Der im Zweiten Weltkrieg entstandene Riss in der ­Gesellschaft besteht noch immer. Die EU ist ein Projekt, das die Folgen des Zweiten Weltkriegs zu überwinden sucht – in Bezug auf Griechenland sollten gerade Deutsche das nicht als Zumutung empfinden.

Für die Österreicher geht es darum, den Griechen trotz der Agitation H. C. Straches einen Betrag zur Verfügung zu stellen, wie wir ihn bisher für die Hypo Alpe-Adria im freiheitlichen Kärnten aufgewendet haben.

Angeblich haben sich in einer Umfrage der Österreichischen Gesellschaft für Europapolitik 60 Prozent zu dieser Solidarität mit den Griechen bekannt. Das wäre dem österreichischen Beitrag zum Zweiten Weltkrieg angemessen.

Natürlich soll die Hilfe für Griechenland letztlich dazu führen, dass es keine mehr braucht. Das ist keineswegs aussichtslos: Die griechische Wirtschaft läuft nicht ganz so schlecht, wie die Zahlen suggerieren – ein Gutteil des BIP ist unsichtbar, weil es durch Schattenwirtschaft zustande kommt.

Der Druck der EU kann daraus legales, versteuertes Wirtschaften machen, so wie er die Verwaltung schon jetzt zur Sparsamkeit gezwungen hat. Die ebenfalls geforderte ­Privatisierung der zahlreichen Staatsbetriebe wird nicht nur die Staatsschuld verringern, sondern vor allem konkurrenzfähige Unternehmen schaffen.

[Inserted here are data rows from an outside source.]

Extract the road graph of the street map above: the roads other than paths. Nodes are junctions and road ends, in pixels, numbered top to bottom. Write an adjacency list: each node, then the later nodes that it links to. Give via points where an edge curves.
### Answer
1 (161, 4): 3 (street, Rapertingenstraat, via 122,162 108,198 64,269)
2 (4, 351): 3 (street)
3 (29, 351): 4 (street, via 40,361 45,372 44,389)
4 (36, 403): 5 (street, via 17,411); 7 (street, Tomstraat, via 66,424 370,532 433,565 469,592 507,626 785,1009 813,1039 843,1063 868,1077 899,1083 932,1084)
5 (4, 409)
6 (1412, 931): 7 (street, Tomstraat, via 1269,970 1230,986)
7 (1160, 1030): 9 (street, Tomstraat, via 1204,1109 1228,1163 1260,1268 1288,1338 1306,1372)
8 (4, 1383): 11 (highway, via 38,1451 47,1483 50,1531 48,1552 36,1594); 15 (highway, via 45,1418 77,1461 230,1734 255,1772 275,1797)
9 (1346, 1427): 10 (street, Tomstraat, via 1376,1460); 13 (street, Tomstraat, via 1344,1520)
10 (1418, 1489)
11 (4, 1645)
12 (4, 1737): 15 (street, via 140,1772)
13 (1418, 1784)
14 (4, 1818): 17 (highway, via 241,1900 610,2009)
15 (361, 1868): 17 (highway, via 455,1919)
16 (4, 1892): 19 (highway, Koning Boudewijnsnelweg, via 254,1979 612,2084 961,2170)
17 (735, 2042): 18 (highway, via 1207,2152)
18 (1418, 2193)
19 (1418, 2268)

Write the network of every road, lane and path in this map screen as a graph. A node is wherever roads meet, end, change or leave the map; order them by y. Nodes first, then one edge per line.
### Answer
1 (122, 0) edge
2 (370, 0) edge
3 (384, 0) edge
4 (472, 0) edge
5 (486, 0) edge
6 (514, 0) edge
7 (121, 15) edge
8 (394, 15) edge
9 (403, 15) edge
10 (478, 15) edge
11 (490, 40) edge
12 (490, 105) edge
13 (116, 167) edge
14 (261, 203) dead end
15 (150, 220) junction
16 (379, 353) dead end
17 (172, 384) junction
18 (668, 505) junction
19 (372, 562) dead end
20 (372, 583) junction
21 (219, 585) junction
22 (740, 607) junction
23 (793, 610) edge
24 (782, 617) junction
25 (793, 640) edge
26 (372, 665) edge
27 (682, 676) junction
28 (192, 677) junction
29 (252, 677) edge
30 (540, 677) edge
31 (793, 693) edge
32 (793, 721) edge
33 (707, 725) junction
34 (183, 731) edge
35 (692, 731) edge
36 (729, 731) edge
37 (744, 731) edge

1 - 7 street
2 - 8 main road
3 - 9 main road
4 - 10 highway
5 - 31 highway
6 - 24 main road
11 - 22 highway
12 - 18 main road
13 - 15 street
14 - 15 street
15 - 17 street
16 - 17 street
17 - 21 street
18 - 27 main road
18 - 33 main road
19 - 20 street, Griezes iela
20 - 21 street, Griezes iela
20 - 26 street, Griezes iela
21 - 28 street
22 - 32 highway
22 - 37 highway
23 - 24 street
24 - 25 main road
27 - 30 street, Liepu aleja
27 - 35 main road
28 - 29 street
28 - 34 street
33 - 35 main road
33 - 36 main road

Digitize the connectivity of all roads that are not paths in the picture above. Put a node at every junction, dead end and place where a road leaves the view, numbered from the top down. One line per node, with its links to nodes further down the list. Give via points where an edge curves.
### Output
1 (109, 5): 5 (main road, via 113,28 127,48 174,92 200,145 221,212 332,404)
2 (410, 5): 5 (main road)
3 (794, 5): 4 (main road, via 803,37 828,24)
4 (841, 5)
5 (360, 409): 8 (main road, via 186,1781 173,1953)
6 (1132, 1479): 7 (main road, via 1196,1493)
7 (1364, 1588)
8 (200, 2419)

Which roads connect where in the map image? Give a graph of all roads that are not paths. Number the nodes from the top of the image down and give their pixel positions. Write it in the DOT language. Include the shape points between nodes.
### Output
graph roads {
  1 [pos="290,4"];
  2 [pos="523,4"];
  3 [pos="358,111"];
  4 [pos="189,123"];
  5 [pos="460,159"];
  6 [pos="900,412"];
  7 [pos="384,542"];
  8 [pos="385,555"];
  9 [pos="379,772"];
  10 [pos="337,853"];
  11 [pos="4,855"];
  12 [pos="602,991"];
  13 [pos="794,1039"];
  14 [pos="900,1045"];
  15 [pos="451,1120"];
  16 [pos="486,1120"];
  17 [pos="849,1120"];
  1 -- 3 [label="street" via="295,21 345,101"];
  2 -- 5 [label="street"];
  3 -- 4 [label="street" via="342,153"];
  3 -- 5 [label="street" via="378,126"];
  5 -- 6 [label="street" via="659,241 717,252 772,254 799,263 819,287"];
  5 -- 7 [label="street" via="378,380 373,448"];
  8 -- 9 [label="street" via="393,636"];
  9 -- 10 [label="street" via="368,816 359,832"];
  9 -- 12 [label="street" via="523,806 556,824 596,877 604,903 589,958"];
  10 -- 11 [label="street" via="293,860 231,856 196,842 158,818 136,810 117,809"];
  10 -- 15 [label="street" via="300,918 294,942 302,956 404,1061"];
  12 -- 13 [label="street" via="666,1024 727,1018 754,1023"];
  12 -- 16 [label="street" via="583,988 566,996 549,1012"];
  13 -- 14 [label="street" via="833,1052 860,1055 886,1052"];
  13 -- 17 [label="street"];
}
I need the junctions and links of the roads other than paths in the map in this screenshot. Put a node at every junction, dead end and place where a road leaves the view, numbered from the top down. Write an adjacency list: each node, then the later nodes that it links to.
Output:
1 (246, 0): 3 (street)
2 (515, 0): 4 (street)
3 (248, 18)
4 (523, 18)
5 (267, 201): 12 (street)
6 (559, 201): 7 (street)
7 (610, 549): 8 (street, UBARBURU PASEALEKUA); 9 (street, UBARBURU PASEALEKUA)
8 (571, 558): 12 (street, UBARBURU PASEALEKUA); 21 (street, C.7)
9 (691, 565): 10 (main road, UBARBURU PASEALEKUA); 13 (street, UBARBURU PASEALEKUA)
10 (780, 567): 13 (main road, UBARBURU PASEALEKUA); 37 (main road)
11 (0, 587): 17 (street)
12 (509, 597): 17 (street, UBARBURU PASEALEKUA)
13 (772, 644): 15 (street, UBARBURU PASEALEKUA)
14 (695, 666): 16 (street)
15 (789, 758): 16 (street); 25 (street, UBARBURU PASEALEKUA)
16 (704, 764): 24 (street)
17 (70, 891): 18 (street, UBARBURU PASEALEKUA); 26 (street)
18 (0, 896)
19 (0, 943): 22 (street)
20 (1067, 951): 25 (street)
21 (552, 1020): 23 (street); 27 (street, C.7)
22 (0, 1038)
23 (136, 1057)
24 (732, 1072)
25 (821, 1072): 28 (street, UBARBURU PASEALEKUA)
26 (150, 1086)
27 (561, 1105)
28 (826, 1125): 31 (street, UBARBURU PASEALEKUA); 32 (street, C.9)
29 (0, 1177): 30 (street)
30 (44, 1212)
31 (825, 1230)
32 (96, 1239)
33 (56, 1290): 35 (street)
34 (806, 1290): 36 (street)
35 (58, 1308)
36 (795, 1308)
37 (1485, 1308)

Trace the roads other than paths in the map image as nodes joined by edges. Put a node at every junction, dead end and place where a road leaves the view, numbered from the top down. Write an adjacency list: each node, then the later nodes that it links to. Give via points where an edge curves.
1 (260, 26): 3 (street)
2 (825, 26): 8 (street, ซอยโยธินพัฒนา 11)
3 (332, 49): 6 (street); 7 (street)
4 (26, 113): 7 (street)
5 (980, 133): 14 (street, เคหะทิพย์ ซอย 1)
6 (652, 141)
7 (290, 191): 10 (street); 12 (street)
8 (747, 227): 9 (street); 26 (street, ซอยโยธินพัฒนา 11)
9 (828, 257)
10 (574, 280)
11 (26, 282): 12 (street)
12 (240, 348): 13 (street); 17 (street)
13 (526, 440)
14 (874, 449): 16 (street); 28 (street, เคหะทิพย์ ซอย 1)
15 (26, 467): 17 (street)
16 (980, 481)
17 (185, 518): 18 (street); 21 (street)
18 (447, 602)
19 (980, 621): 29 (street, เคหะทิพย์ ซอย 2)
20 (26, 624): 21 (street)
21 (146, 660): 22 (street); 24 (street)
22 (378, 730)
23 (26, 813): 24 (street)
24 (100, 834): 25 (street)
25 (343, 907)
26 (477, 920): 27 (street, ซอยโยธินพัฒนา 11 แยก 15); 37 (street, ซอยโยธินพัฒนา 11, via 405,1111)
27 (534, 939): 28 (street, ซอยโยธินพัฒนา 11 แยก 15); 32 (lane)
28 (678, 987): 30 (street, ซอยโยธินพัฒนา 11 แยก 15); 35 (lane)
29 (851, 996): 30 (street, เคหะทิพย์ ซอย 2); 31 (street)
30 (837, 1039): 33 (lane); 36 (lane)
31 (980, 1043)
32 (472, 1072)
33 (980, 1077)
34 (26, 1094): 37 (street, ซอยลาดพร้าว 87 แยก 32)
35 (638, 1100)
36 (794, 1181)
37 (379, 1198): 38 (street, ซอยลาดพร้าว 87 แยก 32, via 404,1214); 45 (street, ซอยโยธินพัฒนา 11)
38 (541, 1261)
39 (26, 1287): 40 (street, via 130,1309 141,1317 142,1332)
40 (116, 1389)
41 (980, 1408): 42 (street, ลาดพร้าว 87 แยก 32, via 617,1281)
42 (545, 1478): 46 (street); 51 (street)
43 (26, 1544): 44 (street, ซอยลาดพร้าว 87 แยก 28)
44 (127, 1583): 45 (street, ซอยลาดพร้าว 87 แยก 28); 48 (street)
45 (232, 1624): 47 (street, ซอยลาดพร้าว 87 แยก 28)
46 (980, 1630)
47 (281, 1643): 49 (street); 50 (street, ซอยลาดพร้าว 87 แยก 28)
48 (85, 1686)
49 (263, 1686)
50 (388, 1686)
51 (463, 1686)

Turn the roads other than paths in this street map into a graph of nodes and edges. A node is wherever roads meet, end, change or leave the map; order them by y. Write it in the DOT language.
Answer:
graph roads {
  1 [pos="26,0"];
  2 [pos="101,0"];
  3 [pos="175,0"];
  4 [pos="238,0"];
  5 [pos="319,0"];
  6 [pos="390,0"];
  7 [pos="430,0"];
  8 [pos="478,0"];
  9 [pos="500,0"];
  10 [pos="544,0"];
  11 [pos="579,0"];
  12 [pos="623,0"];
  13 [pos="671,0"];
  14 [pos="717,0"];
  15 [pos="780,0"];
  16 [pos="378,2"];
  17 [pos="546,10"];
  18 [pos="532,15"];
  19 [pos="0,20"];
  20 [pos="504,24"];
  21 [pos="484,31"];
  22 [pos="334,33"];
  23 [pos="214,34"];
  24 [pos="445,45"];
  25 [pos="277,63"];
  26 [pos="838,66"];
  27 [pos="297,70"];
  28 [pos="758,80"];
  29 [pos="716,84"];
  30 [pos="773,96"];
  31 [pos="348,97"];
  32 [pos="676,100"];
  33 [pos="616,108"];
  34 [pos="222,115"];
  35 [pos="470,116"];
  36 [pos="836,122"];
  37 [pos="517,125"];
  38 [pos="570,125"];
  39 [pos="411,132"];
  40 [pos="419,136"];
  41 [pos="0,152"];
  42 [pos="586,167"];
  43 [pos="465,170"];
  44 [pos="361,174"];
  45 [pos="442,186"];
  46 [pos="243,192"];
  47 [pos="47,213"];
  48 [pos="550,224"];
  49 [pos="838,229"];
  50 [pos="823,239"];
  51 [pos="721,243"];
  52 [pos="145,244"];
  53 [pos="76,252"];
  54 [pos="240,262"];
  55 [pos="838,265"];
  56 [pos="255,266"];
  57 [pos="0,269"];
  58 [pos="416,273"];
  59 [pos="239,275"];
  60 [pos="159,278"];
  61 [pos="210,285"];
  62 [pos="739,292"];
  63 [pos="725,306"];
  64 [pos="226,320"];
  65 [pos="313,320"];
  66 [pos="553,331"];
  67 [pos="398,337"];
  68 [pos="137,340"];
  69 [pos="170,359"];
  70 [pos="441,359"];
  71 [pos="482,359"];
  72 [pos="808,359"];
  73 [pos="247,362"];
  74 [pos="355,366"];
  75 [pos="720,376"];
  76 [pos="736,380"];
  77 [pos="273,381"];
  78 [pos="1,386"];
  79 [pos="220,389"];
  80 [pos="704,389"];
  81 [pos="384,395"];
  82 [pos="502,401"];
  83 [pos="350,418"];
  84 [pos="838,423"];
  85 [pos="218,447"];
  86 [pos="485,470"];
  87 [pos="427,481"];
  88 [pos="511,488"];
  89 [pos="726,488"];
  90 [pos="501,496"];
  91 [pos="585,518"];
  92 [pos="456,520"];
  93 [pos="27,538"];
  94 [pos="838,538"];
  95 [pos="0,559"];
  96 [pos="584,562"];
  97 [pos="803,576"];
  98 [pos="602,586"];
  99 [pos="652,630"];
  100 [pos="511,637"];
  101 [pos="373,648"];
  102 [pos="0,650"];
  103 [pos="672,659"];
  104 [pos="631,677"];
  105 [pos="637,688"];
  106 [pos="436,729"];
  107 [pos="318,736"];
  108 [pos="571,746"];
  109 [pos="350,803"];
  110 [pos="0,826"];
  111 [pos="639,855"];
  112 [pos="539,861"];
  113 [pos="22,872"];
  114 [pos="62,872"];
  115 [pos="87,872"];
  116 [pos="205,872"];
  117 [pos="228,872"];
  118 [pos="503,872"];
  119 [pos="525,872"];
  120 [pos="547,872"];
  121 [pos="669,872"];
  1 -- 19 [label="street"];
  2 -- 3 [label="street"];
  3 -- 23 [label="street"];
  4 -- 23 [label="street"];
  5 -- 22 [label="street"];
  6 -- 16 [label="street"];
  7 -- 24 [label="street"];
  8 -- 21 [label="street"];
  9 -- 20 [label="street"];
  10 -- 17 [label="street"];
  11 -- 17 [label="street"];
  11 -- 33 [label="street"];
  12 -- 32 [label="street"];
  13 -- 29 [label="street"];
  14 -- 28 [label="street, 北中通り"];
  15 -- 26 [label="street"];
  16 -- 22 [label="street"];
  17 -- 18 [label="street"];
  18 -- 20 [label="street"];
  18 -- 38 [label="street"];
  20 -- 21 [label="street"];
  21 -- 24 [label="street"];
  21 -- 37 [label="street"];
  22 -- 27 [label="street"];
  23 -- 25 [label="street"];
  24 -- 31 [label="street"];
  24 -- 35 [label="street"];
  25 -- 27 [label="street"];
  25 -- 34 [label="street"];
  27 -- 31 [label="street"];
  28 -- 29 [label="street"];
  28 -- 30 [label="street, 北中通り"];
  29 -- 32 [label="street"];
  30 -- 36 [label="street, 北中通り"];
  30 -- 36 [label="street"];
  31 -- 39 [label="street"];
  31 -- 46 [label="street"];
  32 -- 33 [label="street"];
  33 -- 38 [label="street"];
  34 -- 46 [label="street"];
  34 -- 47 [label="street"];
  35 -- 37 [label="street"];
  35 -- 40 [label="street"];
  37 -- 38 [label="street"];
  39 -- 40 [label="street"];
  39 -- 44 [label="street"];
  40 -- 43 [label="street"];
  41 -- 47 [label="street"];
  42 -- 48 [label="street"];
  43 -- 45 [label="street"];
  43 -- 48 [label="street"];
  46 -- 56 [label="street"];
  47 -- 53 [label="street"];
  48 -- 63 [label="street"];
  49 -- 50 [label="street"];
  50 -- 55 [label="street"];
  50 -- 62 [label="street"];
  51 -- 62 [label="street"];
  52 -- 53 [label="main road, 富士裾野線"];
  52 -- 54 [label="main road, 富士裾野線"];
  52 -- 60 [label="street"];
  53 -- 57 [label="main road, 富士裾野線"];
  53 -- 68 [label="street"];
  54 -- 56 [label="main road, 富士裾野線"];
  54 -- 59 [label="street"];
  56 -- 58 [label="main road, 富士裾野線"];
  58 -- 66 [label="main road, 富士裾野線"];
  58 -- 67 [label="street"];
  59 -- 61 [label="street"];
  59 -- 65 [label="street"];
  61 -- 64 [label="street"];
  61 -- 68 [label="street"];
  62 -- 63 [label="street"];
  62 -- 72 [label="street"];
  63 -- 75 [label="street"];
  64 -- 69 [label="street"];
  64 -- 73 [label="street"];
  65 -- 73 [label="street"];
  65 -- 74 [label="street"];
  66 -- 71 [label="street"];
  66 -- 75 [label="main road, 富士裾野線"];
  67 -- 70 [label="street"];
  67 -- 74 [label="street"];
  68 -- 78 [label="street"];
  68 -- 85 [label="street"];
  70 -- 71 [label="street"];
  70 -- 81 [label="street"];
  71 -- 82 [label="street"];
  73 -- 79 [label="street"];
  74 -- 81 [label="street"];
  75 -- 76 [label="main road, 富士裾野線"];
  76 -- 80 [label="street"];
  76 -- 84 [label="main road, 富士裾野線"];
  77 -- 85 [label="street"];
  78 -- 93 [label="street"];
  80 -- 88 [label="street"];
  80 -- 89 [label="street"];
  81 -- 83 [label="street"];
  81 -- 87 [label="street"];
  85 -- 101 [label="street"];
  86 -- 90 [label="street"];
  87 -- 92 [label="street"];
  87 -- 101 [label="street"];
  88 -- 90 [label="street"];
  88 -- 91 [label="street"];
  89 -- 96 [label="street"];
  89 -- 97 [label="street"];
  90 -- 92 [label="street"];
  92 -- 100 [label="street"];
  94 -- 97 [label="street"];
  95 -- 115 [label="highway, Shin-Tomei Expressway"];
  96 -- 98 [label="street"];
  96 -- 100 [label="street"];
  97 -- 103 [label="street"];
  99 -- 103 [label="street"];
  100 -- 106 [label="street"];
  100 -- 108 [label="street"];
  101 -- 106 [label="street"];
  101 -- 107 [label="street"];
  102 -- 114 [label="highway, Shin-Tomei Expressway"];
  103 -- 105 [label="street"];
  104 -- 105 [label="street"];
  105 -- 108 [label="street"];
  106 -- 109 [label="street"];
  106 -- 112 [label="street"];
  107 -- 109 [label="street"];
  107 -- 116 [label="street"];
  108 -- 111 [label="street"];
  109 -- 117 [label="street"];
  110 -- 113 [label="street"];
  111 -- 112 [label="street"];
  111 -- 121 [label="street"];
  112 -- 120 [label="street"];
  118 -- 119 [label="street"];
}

Mit etwas Glück wird all das passieren, was bei einer ­geordneten Insolvenz passierte, nur dass die EU ihre Peitschenhiebe durch das Zuckerbrot erschwinglicher Kredite abfedert. Die Griechen bekommen dieses Geld nicht, damit sie „auf unsere Kosten weiterhin faul sein können“, sondern es soll ihnen helfen, auf eigenen Beinen zu stehen – so wie uns seinerzeit der Marshall-Plan dabei geholfen hat.